Если ты еще вовремя получишь мое письмо, постарайся достать мне на праздники что-нибудь хорошее из книг. Я уже давно просил кое-какие книги, но, кажется, их нет. Это может быть что-нибудь захватывающее. Если ты без осложнений сможешь отыскать «Учение о предопределении» Барта (без переплета) или учение о Боге[12], передай для меня.

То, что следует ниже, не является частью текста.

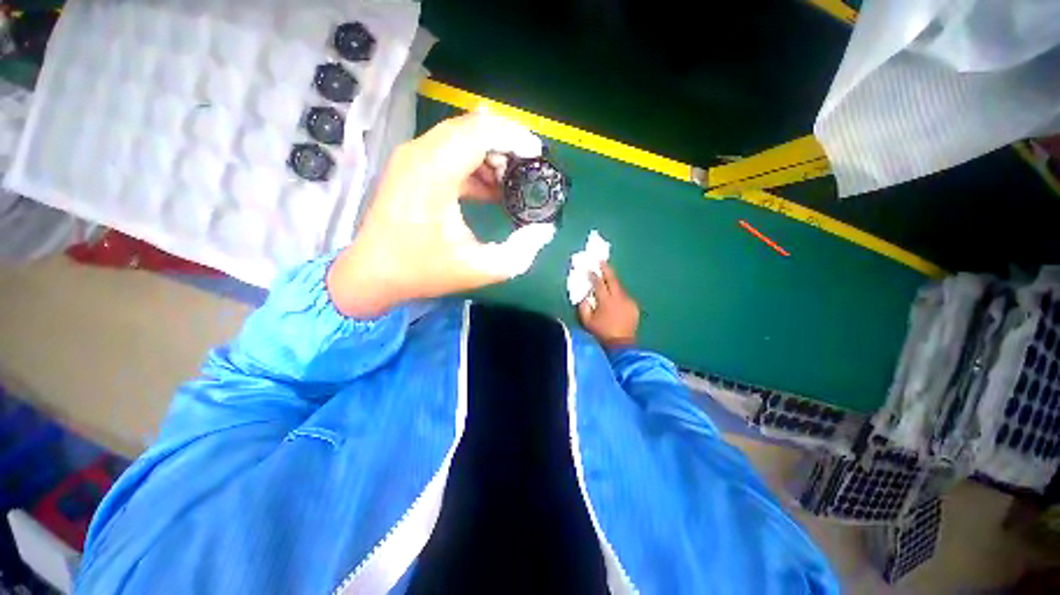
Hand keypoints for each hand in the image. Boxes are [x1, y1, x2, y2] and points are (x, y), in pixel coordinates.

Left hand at [327, 113, 556, 317]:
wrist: (373, 274)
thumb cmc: (423, 271)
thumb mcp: (480, 269)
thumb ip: (520, 252)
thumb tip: (544, 230)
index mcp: (435, 172)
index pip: (481, 130)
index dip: (516, 138)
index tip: (539, 158)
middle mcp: (420, 154)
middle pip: (473, 127)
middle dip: (507, 145)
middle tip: (528, 173)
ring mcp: (412, 157)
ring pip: (462, 137)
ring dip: (492, 155)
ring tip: (512, 185)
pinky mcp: (411, 167)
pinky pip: (450, 152)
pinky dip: (475, 164)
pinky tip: (490, 191)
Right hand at [577, 263, 639, 348]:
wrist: (621, 345)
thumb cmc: (601, 333)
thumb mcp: (587, 321)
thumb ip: (583, 306)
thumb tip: (584, 296)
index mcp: (606, 301)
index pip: (598, 283)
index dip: (593, 275)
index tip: (588, 269)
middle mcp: (619, 298)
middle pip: (612, 279)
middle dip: (606, 269)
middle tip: (601, 261)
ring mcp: (628, 301)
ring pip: (619, 286)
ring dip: (612, 281)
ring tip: (607, 277)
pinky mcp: (634, 306)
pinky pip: (624, 295)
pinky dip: (618, 293)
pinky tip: (615, 295)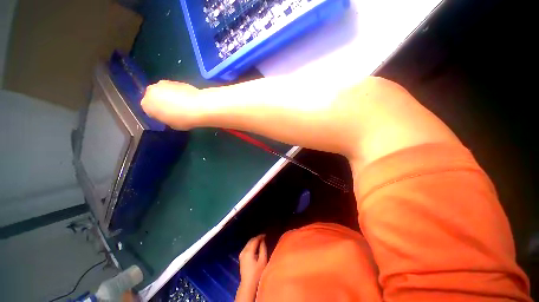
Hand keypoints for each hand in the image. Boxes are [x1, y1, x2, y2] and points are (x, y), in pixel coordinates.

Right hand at [141, 80, 201, 129]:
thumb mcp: (172, 125)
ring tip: (182, 104)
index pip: (149, 110)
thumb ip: (166, 119)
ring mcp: (163, 84)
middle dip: (161, 102)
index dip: (158, 114)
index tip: (167, 117)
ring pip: (163, 91)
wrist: (198, 106)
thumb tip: (169, 116)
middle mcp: (151, 91)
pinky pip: (174, 88)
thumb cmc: (183, 119)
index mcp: (146, 105)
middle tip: (173, 110)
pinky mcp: (176, 81)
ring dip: (169, 96)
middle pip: (154, 98)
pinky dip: (178, 93)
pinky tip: (187, 99)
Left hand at [239, 235, 266, 288]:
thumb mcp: (262, 260)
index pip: (255, 240)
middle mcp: (244, 251)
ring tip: (261, 241)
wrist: (248, 285)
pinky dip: (252, 245)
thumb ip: (263, 249)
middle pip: (251, 241)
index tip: (266, 235)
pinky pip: (247, 247)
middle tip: (264, 237)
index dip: (260, 236)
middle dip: (257, 238)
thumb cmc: (257, 273)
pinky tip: (256, 247)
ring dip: (254, 241)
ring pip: (248, 244)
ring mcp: (241, 254)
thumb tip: (263, 241)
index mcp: (248, 251)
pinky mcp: (241, 258)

Пропагандиста, с которым я каждый день хожу на прогулку, я уже не могу выносить, это просто какой-то банный лист. Если люди здесь в общем стараются держать себя в руках, даже в тяжелых обстоятельствах, то он полностью сломался и являет собой печальное зрелище. Я стараюсь, по мере сил, быть приветливым и разговариваю с ним, как с ребенком. Иногда это просто забавно. Гораздо приятнее было узнать, что заключенные, работающие на кухне или за территорией тюрьмы, передают друг другу, что я в лазарете, и под тем или иным предлогом поднимаются, чтобы поговорить со мной. Это, конечно, не разрешается, но мне было приятно об этом услышать; тебе, думаю, тоже. Но смотри, чтобы не пошли разговоры.

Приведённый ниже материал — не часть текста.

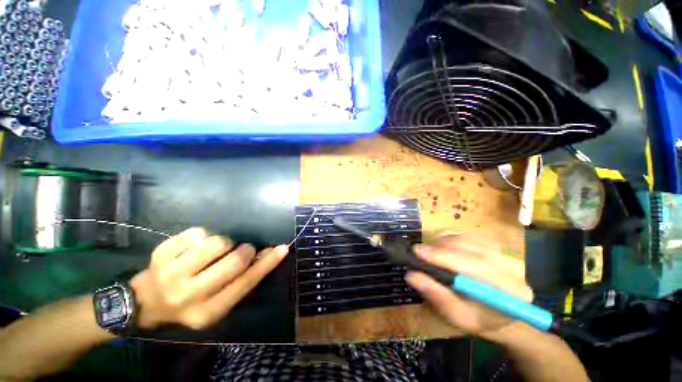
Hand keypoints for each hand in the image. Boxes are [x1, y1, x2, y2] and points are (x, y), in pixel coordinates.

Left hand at [129, 228, 288, 329]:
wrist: (144, 303)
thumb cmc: (190, 303)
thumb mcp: (219, 301)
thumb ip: (244, 280)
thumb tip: (269, 254)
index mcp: (207, 311)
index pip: (246, 283)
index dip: (267, 263)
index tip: (282, 248)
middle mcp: (188, 295)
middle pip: (234, 261)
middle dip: (244, 250)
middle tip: (240, 249)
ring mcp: (171, 273)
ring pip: (217, 242)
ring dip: (224, 242)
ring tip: (216, 250)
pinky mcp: (161, 253)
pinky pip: (198, 233)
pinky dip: (204, 236)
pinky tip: (196, 247)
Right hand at [406, 234, 532, 339]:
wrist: (495, 312)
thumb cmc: (476, 318)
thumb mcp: (455, 315)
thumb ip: (436, 295)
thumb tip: (411, 275)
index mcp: (510, 292)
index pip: (477, 267)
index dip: (445, 257)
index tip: (418, 252)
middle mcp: (514, 268)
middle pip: (472, 249)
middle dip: (441, 248)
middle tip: (418, 250)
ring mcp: (506, 253)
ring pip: (469, 240)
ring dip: (444, 243)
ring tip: (428, 251)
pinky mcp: (496, 246)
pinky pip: (469, 236)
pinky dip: (451, 239)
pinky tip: (442, 248)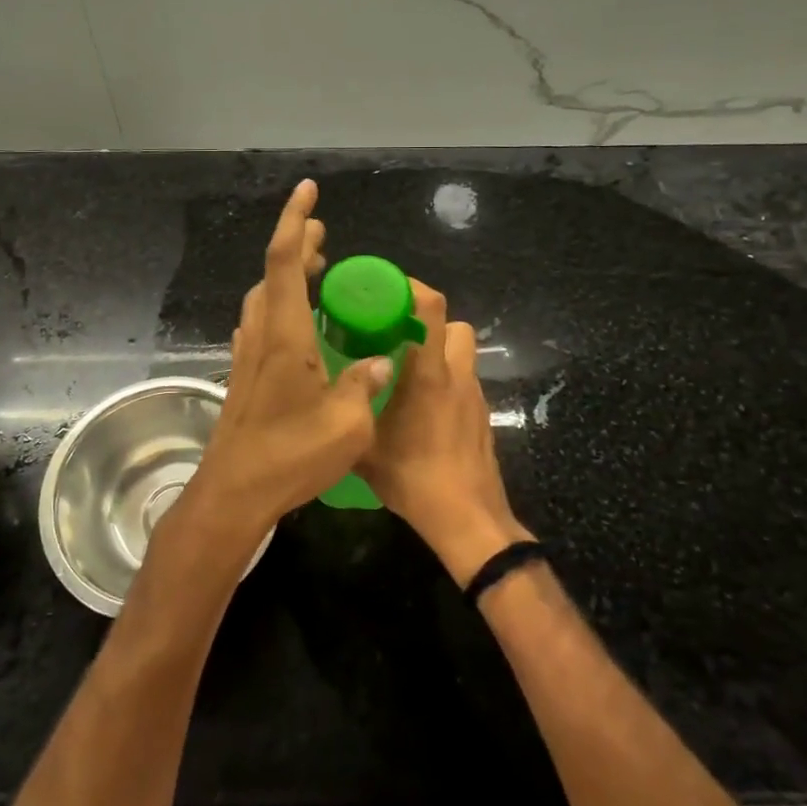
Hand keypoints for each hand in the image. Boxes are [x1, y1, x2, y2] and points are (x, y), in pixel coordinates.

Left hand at [190, 181, 392, 536]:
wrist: (233, 493)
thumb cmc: (291, 455)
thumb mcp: (348, 423)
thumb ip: (364, 384)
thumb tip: (378, 361)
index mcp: (285, 334)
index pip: (285, 260)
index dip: (296, 220)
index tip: (309, 191)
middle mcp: (261, 334)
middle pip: (273, 273)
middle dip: (298, 245)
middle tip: (324, 236)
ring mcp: (247, 355)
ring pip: (264, 297)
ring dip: (287, 275)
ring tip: (317, 273)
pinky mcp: (243, 376)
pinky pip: (261, 323)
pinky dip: (280, 305)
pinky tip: (297, 324)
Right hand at [357, 280, 531, 584]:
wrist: (467, 517)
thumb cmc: (415, 477)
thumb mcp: (365, 448)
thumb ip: (348, 416)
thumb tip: (325, 399)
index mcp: (430, 373)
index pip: (433, 308)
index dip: (413, 288)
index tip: (386, 288)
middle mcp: (458, 376)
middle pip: (455, 326)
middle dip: (429, 323)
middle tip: (395, 336)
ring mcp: (474, 397)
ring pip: (462, 354)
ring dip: (438, 352)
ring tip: (405, 373)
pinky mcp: (481, 417)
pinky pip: (464, 382)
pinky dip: (445, 382)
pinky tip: (421, 409)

Это письмо, наверное, последняя возможность (и на долгое время) побеседовать друг с другом без чужого глаза.

22.12.43

Ну вот, кажется, уже решено, что я не смогу попасть к вам на Рождество, правда, никто не решается сказать мне это. А почему бы, собственно, не сказать? Думают, что у меня не хватит сопtenance? У англичан для такого состояния есть меткое словцо «тантализировать»… Мне бы хотелось завтра сказать тебе, что для меня ход моего дела вполне определенно есть вопрос веры, и у меня такое чувство, что он слишком уж стал зависеть от расчета и предосторожности. Для меня действительно не имеет значения в какой-то степени детский вопрос о том, буду ли я на Рождество дома или нет… Я думаю, что мог бы охотно этим пожертвовать, если бы делал это «в вере» и знал бы, что так и должно быть. «В вере» я могу все перенести (надеюсь) (см. Пс. 17, 30), в том числе и приговор, и другие последствия, которых опасаешься, но пугливая осторожность разъедает. Не беспокойся обо мне, прошу тебя, если произойдет что-нибудь дурное (можно опасаться перевода в концлагерь). Другие братья это уже испытали. Но метание без веры туда-сюда, бесконечное взвешивание возможностей без действий, нежелание риска – вот где реальная опасность. Мне бы хотелось знать наверняка, что я в Божиих, а не в человеческих руках. Тогда все станет легко, даже самые суровые лишения. Для меня сейчас дело не в «понятном нетерпении» (думаю, что могу это действительно сказать), как, возможно, будут говорить, а в том, чтобы все происходило в вере…

Кстати, ты должен знать, что я еще ни разу не жалел ни о том, что в 1939 году[13] вернулся, ни о чем-либо еще, что последовало за этим. Все это было совершено абсолютно сознательно и с чистой совестью. Я не желаю вычеркивать из моей жизни то, что произошло с тех пор, ни личные моменты (…Зигурдсхоф, Восточная Пруссия, Этталь, моя болезнь и твоя забота обо мне, жизнь в Берлине), ни общие. А то, что я сейчас сижу в тюрьме (помнишь ли ты, о каком годе я пророчествовал тебе прошлым мартом?), также относится к участию в судьбе Германии, на которое я решился. Я не сетую на прошлое и без ропота принимаю настоящее; но мне не хотелось бы из-за чьих-то махинаций оказаться в неопределенном положении. Мы можем жить лишь в определенности и в вере – ты среди солдат там, на воле, я – в камере.

В «Imitatio Christi» читаю по этому поводу: «Custodi diligenter cellam tuam, et custodiet te».